For the ruling, see Vidal v. Liquidation Properties, Inc., No. 4D10-3358 (Fla. App. 4th DCA October 31, 2012).

(1) In connection with the alleged violations of the federal Truth in Lending Act, the central point was whether the statute's one year statute of limitations applied when the issue of recoupment was raised by the homeowner. According to the Florida appeals court:
  • The trial court held the affirmative defense of violations of the Truth in Lending Act was legally insufficient because the statute of limitations under that Act had run.

    Federal law imposes a three-year statute of limitations from the consummation of the transaction on any action for rescission under the Truth in Lending Act. 15 U.S.C. § 1635(f) (2006); Dove v. McCormick, 698 So. 2d 585, 587 (Fla. 5th DCA 1997).

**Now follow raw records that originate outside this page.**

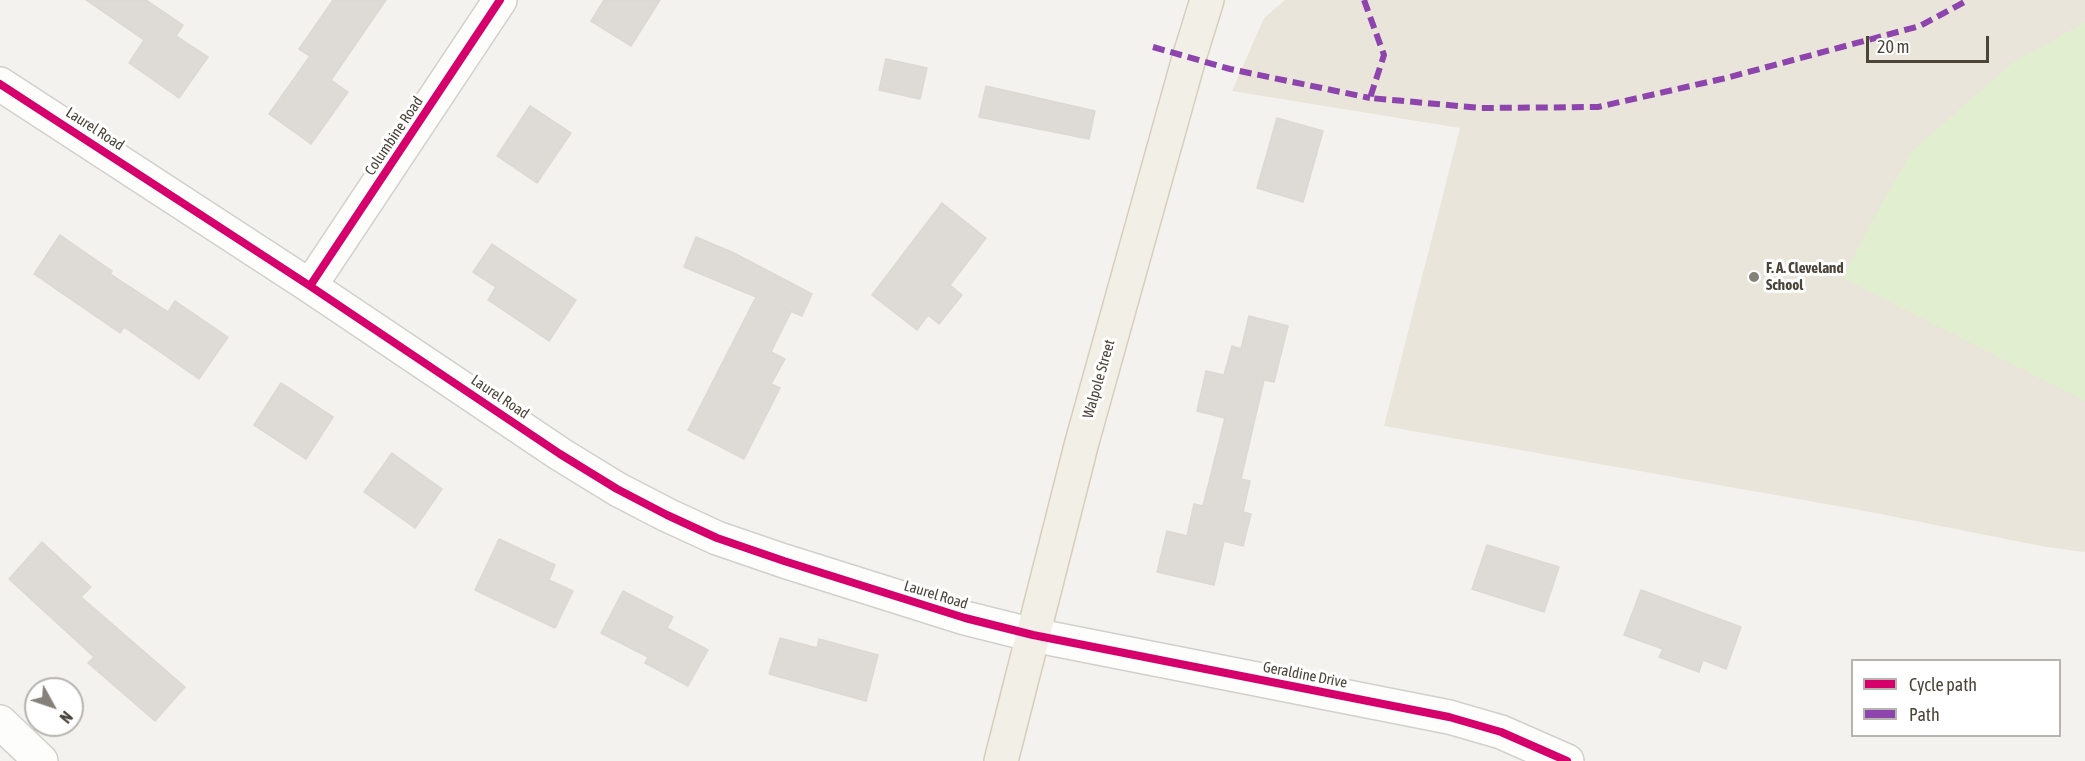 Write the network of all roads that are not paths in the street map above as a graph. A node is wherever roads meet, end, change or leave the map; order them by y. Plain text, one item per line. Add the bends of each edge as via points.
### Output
1 (500, 0) edge
2 (1207, 0) edge
3 (0, 84) edge
4 (310, 286) junction
5 (1033, 634) junction
6 (0, 722) edge
7 (41, 761) edge
8 (1001, 761) edge
9 (1567, 761) edge

1 - 4 street, Columbine Road
2 - 5 main road, Walpole Street via 1082,442
3 - 4 street, Laurel Road
4 - 5 street, Laurel Road via 560,454 667,515 717,538 784,561 965,618
5 - 8 main road, Walpole Street
5 - 9 street, Geraldine Drive via 1449,717 1501,732
6 - 7 street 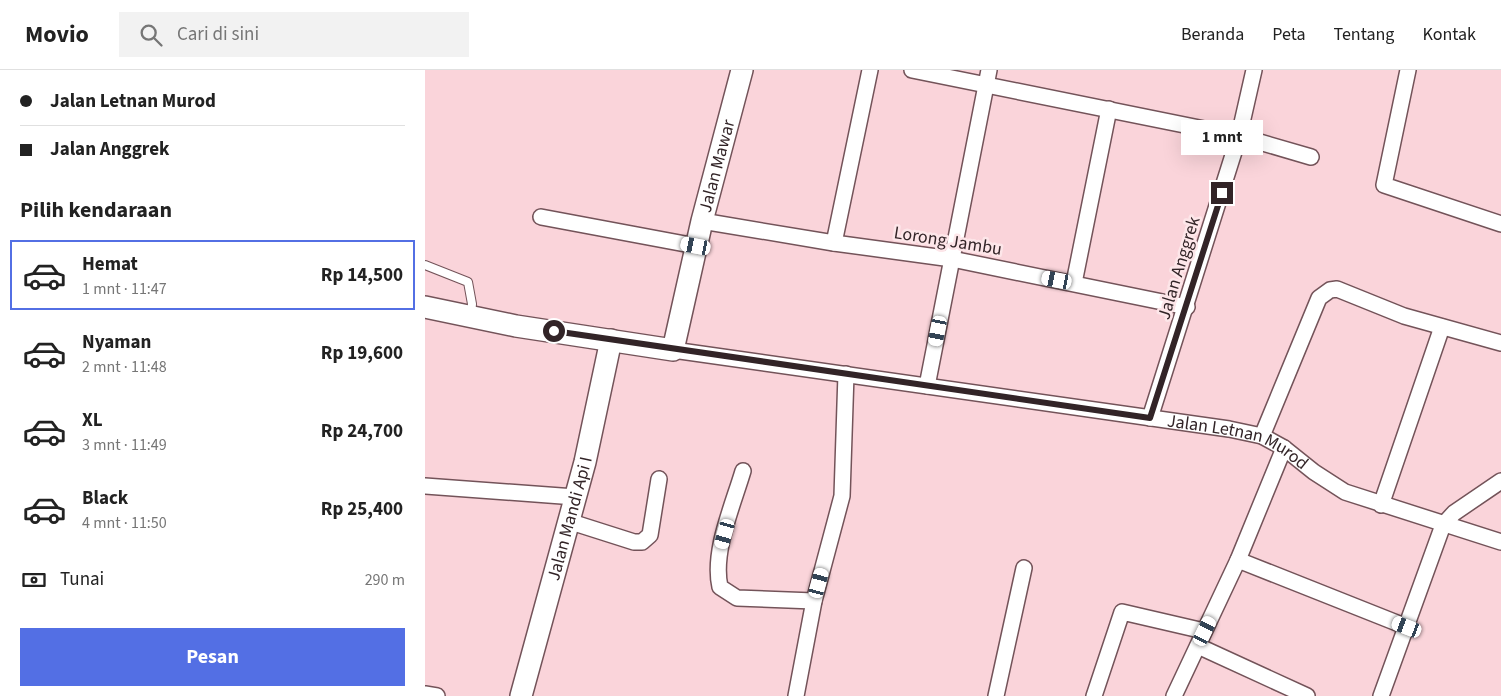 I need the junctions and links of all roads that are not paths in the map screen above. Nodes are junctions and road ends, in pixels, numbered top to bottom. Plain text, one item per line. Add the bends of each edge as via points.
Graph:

    A one-year statute of limitation from the date of violation of the Act applies to actions for recoupment. 15 U.S.C. § 1640(e). However, when recoupment and setoff are raised as a defense, the one-year statute of limitations does not apply. Title 15 U.S.C. 1640(e) states:

    'This subsection does not bar a person from asserting a violation of this subchapter in an action to collect the debt which was brought more than one year from the date of the occurrence of the violation as a matter of defense by recoupment or set-off in such action, except as otherwise provided by State law."

    The Vidals' affirmative defense seeking recoupment damages and set-off for Truth in Lending violations was not barred an the statute of limitations set forth in the Truth in Lending Act. Liquidation filed no sworn statements showing the defense was not valid. The failure to rebut a properly raised affirmative defense precludes the entry of summary judgment in favor of Liquidation. Servedio v. US Bank Nat'l Ass'n, 46 So. 3d 1105, 1107 (Fla. 4th DCA 2010).
(2) The court addressed this point in the following excerpt:
  • While Liquidation filed the original note and an allonge to the note endorsed in blank, the allonge is not dated, and Liquidation did not file an affidavit demonstrating that the note was transferred prior to the filing of the complaint.

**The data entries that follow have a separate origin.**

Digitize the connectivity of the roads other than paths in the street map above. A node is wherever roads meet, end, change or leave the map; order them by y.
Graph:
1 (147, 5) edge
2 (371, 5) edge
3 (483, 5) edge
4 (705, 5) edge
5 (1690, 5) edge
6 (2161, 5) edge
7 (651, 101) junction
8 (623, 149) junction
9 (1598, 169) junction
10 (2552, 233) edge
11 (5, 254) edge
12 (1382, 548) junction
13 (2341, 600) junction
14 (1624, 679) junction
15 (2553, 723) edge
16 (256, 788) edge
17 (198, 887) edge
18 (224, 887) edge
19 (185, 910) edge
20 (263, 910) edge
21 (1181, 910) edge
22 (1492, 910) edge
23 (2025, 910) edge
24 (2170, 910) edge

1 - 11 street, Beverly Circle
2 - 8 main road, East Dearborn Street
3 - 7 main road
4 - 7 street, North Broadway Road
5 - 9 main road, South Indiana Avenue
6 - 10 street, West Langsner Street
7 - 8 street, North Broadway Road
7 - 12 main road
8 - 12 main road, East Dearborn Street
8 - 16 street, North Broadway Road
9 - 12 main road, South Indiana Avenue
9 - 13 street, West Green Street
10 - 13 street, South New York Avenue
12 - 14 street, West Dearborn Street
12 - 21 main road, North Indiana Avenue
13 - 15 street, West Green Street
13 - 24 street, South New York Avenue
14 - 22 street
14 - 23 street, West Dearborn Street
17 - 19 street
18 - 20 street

    The assignment of mortgage reflects transfer of only the mortgage, not the note. Although the Assignment of Mortgage was sworn to on February 6, 2009, and states "ASSIGNMENT EFFECTIVE AS OF 01/15/2009," two inferences can be drawn from the effective date language. One could infer that ownership of the note and mortgage were equitably transferred to Liquidation on January 15, 2009, but one could also infer that the parties to the transfer were attempting to backdate an event to their benefit.

    Because the language yields two possible inferences, proof is needed as to the meaning of the language, and a disputed fact exists. Soncoast Cmty. Church of Boca Raton, Inc. v. Travis Boating Ctr. of Fla., Inc., 981 So. 2d 654, 655 (Fla. 4th DCA 2008).
In a footnote, the court briefly addressed the possible use of backdated assignments by foreclosing lenders to cover up their screwups:
  • Allowing assignments to be retroactively effective would be inimical to the requirements of pre-suit ownership for standing in foreclosure cases.